November 6, 2013 / 6:01 AM / in 4 years

UPDATE 1-Australian milk science lures food makers tapping Asia's changing diet

* Australia’s Warrnambool wanted for lucrative milk extracts

* High-end nutraceuticals sector key prize amid Asia demand

* Asia-Pacific to have 39 pct of $205 bln global market by 2017

By Jane Wardell

SYDNEY, Nov 6 (Reuters) - Food companies stalking Australia’s Warrnambool Cheese and Butter Factory Company Holdings Ltd are being lured by the firm’s high-tech milk extracts as much as its basic dairy produce.

The extracts are a core element in health-promoting products from premium infant formula to bone supplements. Known as nutraceuticals, the extracts are poised for big growth as Asia becomes more affluent and diets change.

With the nutraceuticals market in the Asia-Pacific set to be worth $80 billion by 2017, Warrnambool is sitting pretty. It is one of just two producers of the extracts in Australia, the only country in the region with the scale of spare milk capacity required to produce them.

Extracting just 1 kilogram of lactoferrin, a nutraceutical used in premium infant formula, takes up to 100,000 litres of regular milk.

“Critically, most of the countries responsible for the surging demand in Asia can’t produce milk themselves,” said Michael Harvey, dairy analyst at Rabobank. “They need countries like Australia that have a surplus of milk to export.”

Australia has been producing milk below capacity for years following soaring feed costs and a brutal supermarket price war that pushed farmgate prices to record lows. The country has the capacity to add around 2 billion litres to the 9 billion litres of milk it currently produces each year, exporting about half.

For its part, Warrnambool has almost completed construction of a specialist A$14 million plant to make lactoferrin. The only other producer of the neutraceutical in Australia is major shareholder Bega Cheese Ltd - the company that started the bid war for Warrnambool.

Big global food and drug companies from Nestle SA to Pfizer Inc have developed nutraceuticals operations in other regions. But Warrnambool’s comparatively low valuation after milk price wars has combined with its new lactoferrin plans and Australia’s spare production capacity to put it firmly on the map as an acquisition target to serve Asia.

Previously little known outside its home base, the 125-year-old company has attracted three full takeover offers from Bega, fellow shareholder Murray Goulburn Co-operative Co Ltd and Canada’s Saputo Inc since September. Saputo’s bid is the highest at A$449 million ($424 million).

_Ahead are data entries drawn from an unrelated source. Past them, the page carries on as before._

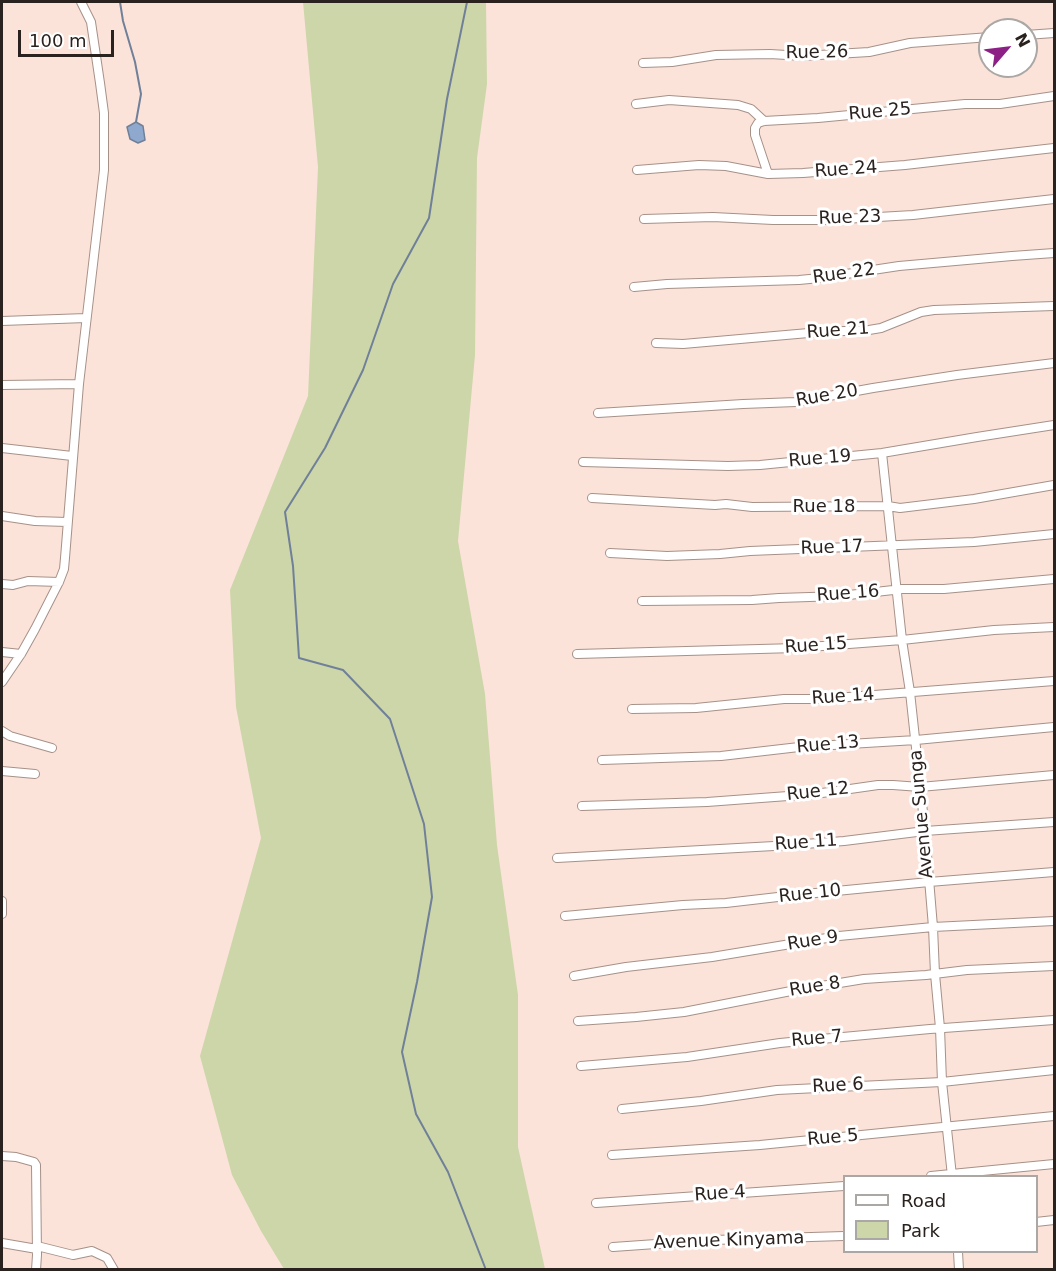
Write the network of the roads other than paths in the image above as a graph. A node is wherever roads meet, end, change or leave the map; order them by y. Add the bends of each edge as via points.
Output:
1 (81, 2) edge
2 (1054, 33) edge
3 (1038, 34) edge
4 (978, 38) edge
5 (643, 63) dead end
6 (1054, 96) edge
7 (636, 104) dead end
8 (764, 121) junction
9 (1054, 148) edge
10 (637, 170) dead end
11 (768, 174) junction
12 (1054, 199) edge
13 (644, 219) dead end
14 (1054, 253) edge
15 (634, 286) dead end
16 (1054, 306) edge
17 (86, 318) junction
18 (2, 321) edge
19 (656, 343) dead end
20 (1054, 363) edge
21 (79, 384) junction
22 (2, 385) edge
23 (598, 413) dead end
24 (1054, 425) edge
25 (2, 448) edge
26 (882, 453) junction
27 (72, 456) junction
28 (583, 462) dead end
29 (1054, 485) edge
30 (591, 498) dead end
31 (888, 506) junction
32 (2, 516) edge
33 (67, 522) junction
34 (1054, 534) edge
35 (892, 545) junction
36 (610, 553) dead end
37 (1054, 579) edge
38 (59, 582) junction
39 (2, 584) edge
40 (897, 590) junction
41 (642, 601) dead end
42 (1054, 627) edge
43 (902, 640) junction
44 (2, 652) edge
45 (21, 654) junction
46 (577, 654) dead end
47 (1054, 681) edge
48 (2, 682) edge
49 (910, 692) junction
50 (632, 710) dead end
51 (1054, 727) edge
52 (2, 731) edge
53 (916, 740) junction
54 (52, 748) dead end
55 (602, 760) dead end
56 (2, 771) edge
57 (36, 774) dead end
58 (1054, 775) edge
59 (920, 787) junction
60 (582, 806) dead end
61 (1054, 822) edge
62 (925, 831) junction
63 (557, 858) dead end
64 (1054, 872) edge
65 (928, 882) junction
66 (2, 901) edge
67 (2, 914) edge
68 (565, 916) dead end
69 (1054, 921) edge
70 (933, 927) junction
71 (1054, 966) edge
72 (934, 975) junction
73 (574, 976) dead end
74 (1054, 1020) edge
75 (578, 1021) dead end
76 (940, 1028) junction
77 (581, 1066) dead end
78 (1054, 1070) edge
79 (942, 1082) junction
80 (622, 1108) dead end
81 (1054, 1116) edge
82 (946, 1127) junction
83 (612, 1155) dead end
84 (2, 1156) edge
85 (1054, 1164) edge
86 (952, 1175) edge
87 (843, 1186) edge
88 (596, 1203) dead end
89 (1054, 1220) edge
90 (1038, 1222) edge
91 (843, 1236) edge
92 (2, 1243) edge
93 (613, 1247) dead end
94 (37, 1248) junction
95 (958, 1253) edge
96 (36, 1269) edge
97 (114, 1269) edge
98 (959, 1269) edge

1 - 17 street via 91,22 104,112 104,170
2 - 3 street
4 - 5 street, Rue 26 via 910,43 868,52 716,55
6 - 8 street, Rue 25 via 1000,104
7 - 8 street via 669,100 738,105 751,109
8 - 11 street via 758,123 755,135
9 - 11 street, Rue 24 via 882,167
10 - 11 street, Rue 24 via 699,165
12 - 13 street, Rue 23 via 913,216 826,220
14 - 15 street, Rue 22 via 899,266 799,280
16 - 19 street, Rue 21 via 934,310 869,330
17 - 18 street
17 - 21 street
20 - 23 street, Rue 20 via 796,402
21 - 22 street
21 - 27 street
24 - 26 street, Rue 19
25 - 27 street
26 - 28 street, Rue 19 via 728,466
26 - 31 street, Avenue Sunga
27 - 33 street
29 - 31 street, Rue 18 via 974,499
30 - 31 street, Rue 18 via 765,508
31 - 35 street, Avenue Sunga
32 - 33 street
33 - 38 street via 64,569
34 - 35 street, Rue 17
35 - 36 street, Rue 17 via 667,556
35 - 40 street, Avenue Sunga
37 - 40 street, Rue 16
38 - 39 street
38 - 45 street
40 - 41 street, Rue 16 via 752,600
40 - 43 street, Avenue Sunga
42 - 43 street, Rue 15
43 - 46 street, Rue 15 via 796,648
43 - 49 street, Avenue Sunga
44 - 45 street
45 - 48 street
47 - 49 street, Rue 14
49 - 50 street, Rue 14
49 - 53 street, Avenue Sunga
51 - 53 street, Rue 13
52 - 54 street
53 - 55 street, Rue 13 via 721,756
53 - 59 street, Avenue Sunga
56 - 57 street
58 - 59 street, Rue 12
59 - 60 street, Rue 12 via 878,785 707,802
59 - 62 street, Avenue Sunga
61 - 62 street, Rue 11
62 - 63 street, Rue 11 via 792,845
62 - 65 street, Avenue Sunga
64 - 65 street, Rue 10
65 - 68 street, Rue 10
65 - 70 street, Avenue Sunga
66 - 67 street
69 - 70 street, Rue 9
70 - 72 street, Avenue Sunga
70 - 73 street, Rue 9 via 839,936
71 - 72 street, Rue 8
72 - 75 street, Rue 8 via 864,979 684,1012
72 - 76 street, Avenue Sunga
74 - 76 street, Rue 7
76 - 77 street, Rue 7
76 - 79 street, Avenue Sunga
78 - 79 street, Rue 6
79 - 80 street, Rue 6 via 777,1090
79 - 82 street, Avenue Sunga
81 - 82 street, Rue 5
82 - 83 street, Rue 5
82 - 86 street, Avenue Sunga
84 - 94 street via 36,1165
85 - 86 street
87 - 88 street, Rue 4
89 - 90 street
91 - 93 street, Avenue Kinyama
92 - 94 street
94 - 96 street
94 - 97 street via 73,1256 92,1251 107,1258
95 - 98 street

Warrnambool’s market value has nearly doubled to around A$470 million as investors snapped up shares. Those buyers include Fonterra, the world’s largest dairy exporter, and Japanese drinks maker Kirin Holdings Co Ltd. The duo has bought stakes in Bega and Warrnambool respectively and are hovering with intent to influence consolidation.

For Fonterra, diversifying geographically would also reduce reputational risk after the recall of baby formula products in China and other Asian countries due to a contamination scare. Fonterra already makes a nutraceutical formula called Anlene, a drink intended to improve bone health that is marketed mainly to the elderly in Asia.


The global market for nutraceuticals is expected to grow to $205 billion by 2017 from $142 billion in 2011, according to U.S.-based market intelligence agency Transparency Market Research.

The Asia-Pacific region is expected to account for 39 percent of the global market by 2017, or about $80 billion, making it the second-largest market after North America.

Lactoferrin illustrates the appeal of nutraceuticals, which fall short of pharmaceuticals but have demonstrated physiological benefits, providing protection against chronic diseases such as cardiovascular illnesses. Dubbed “white gold” by Australia’s media, it fetches $1,000 per kilogram because of the vast quantities of milk used to make it.

Warrnambool, which relies on exports of traditional dairy produce for most of its A$500 million in annual sales, said last week it had signed its first deal to supply lactoferrin in Asia.

The three-year sales agreement with Taiwanese marketing and distribution firm Toong Yeuan Enterprise Co Ltd for lactoferrin in China, Hong Kong and Taiwan is worth A$24 million.

As Warrnambool’s nutraceuticals drive takes shape, analysts say the lack of alternative acquisition targets - Bega has share ownership restrictions in place that will take years to lift - means higher takeover offers for the target can’t be ruled out.

Since Sept. 11, the day before Bega’s offer, Warrnambool shares have surged 88 percent while Bega stock has advanced 67 percent. That compares with a 4.6 percent gain in the S&P/ASX 200 Sydney market index over the same period.